== Segment start ==
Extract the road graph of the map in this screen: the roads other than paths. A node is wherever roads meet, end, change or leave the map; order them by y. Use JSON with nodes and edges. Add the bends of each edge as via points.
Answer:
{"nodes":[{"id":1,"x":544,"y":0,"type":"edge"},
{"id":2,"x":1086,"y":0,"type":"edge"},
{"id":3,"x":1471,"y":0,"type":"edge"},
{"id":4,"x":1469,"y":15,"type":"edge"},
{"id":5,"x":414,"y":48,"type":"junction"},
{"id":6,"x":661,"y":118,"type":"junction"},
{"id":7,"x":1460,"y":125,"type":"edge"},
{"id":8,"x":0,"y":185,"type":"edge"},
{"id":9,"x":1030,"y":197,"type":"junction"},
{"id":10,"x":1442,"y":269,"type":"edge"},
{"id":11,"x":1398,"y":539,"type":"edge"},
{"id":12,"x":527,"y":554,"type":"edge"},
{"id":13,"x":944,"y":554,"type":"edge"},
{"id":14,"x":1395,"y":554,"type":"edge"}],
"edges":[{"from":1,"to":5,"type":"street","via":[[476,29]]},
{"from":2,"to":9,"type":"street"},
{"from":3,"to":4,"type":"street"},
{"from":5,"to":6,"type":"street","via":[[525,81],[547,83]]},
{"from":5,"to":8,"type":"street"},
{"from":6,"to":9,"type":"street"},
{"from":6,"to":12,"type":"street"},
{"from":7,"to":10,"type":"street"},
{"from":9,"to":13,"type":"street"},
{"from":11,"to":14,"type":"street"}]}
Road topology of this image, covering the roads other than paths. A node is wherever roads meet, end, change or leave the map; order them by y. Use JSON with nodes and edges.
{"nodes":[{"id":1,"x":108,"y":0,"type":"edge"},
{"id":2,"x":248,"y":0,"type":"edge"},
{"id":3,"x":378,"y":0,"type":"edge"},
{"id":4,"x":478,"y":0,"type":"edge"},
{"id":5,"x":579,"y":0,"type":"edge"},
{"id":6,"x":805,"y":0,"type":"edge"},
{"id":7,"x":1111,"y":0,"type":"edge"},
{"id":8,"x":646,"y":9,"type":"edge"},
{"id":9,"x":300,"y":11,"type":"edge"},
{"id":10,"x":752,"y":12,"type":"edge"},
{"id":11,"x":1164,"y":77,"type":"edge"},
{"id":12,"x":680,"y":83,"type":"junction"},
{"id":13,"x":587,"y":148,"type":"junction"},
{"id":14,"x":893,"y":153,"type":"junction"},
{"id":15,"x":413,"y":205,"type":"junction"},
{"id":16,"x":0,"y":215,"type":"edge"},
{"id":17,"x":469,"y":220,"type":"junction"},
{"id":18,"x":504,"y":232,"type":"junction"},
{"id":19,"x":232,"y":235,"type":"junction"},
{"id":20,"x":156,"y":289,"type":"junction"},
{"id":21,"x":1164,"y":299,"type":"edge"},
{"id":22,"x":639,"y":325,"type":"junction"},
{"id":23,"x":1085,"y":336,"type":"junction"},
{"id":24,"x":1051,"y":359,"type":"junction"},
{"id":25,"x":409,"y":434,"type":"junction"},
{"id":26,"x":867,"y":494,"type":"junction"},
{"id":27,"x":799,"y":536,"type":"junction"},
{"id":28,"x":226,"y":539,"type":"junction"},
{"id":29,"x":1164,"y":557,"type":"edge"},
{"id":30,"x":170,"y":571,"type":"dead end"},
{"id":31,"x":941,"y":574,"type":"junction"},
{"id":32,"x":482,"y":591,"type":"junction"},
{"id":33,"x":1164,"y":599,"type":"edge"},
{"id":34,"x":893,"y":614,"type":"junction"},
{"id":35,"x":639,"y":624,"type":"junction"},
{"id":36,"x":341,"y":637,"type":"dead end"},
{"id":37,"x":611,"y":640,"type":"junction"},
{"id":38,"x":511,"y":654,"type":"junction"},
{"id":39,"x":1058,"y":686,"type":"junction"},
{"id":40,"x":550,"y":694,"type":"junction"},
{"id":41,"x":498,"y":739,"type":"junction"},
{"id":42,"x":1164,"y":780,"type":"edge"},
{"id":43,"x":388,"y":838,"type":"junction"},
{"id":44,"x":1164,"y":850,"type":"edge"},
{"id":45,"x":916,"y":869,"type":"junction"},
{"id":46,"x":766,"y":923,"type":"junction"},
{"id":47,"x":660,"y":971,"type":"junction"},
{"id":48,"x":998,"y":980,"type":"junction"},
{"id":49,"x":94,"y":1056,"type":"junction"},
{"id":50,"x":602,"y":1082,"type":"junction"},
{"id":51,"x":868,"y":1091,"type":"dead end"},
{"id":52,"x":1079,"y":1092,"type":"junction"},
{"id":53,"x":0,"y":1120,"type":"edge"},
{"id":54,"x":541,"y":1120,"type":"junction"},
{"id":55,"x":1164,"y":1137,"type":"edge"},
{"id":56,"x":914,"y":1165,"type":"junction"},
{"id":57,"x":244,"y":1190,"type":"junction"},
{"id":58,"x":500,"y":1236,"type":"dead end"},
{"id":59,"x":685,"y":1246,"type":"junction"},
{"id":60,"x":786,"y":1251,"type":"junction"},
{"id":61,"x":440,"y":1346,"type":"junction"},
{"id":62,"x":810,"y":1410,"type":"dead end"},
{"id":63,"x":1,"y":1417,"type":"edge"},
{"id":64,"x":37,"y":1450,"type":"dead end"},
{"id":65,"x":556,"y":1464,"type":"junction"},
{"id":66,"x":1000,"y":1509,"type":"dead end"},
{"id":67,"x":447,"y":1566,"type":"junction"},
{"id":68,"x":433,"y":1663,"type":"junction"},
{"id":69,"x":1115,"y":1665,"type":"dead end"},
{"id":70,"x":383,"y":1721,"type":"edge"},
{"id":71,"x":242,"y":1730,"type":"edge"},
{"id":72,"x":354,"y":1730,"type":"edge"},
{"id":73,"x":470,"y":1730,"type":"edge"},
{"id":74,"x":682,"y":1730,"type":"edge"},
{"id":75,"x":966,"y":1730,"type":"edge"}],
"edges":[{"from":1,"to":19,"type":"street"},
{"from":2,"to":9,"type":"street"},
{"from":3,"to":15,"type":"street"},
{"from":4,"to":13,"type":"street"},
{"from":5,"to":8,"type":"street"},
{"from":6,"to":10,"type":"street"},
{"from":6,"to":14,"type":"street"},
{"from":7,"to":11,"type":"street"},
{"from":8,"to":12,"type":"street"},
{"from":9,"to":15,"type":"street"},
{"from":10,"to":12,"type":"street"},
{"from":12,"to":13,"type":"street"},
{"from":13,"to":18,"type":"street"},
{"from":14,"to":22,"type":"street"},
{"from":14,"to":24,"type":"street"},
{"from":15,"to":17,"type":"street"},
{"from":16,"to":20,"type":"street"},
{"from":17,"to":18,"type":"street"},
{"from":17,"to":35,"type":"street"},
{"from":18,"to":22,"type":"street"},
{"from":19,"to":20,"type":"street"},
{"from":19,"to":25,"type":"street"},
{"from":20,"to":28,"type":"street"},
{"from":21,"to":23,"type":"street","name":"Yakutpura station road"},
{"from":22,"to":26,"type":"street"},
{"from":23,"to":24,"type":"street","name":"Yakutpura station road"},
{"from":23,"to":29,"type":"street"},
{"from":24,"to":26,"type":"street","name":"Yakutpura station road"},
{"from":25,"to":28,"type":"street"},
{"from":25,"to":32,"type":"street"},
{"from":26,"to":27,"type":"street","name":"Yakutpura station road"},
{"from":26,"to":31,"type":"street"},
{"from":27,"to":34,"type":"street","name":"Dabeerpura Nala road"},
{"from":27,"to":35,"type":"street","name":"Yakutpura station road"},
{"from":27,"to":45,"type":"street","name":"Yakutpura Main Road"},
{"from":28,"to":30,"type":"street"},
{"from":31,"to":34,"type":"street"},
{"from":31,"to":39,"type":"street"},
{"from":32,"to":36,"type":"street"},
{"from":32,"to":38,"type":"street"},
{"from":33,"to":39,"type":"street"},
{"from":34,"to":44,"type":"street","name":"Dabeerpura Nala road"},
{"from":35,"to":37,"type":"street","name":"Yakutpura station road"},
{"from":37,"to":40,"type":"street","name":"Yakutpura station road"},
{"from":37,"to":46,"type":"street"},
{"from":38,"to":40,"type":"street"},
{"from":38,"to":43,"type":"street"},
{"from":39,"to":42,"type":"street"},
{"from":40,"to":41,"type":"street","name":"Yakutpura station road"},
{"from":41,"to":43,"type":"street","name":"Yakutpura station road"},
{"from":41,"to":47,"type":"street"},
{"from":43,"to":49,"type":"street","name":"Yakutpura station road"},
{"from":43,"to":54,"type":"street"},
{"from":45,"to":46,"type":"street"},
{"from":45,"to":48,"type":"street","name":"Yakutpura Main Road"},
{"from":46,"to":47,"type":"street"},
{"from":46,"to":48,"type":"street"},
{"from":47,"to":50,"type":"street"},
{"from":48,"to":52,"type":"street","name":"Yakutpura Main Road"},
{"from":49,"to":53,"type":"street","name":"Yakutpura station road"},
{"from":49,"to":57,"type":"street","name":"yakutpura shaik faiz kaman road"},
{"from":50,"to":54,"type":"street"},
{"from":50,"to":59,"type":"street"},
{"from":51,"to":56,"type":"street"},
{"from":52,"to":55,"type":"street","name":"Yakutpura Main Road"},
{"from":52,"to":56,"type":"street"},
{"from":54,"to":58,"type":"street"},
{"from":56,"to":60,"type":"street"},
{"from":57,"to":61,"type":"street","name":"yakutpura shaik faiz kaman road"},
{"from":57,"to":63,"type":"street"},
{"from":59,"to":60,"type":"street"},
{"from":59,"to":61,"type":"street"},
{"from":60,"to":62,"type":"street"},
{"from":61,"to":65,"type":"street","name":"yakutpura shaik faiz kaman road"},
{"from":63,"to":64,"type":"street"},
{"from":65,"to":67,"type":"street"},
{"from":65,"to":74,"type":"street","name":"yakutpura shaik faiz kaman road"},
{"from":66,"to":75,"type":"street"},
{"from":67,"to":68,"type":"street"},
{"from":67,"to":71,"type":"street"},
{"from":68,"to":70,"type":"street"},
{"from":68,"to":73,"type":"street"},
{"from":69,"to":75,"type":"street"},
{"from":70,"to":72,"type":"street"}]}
== Segment end ==
▸ **What you are asked to do**: All lines above that contain "Main" are required in the answer.

▸ **Answer box**:
{"from":27,"to":45,"type":"street","name":"Yakutpura Main Road"},
{"from":45,"to":48,"type":"street","name":"Yakutpura Main Road"},
{"from":48,"to":52,"type":"street","name":"Yakutpura Main Road"},
{"from":52,"to":55,"type":"street","name":"Yakutpura Main Road"},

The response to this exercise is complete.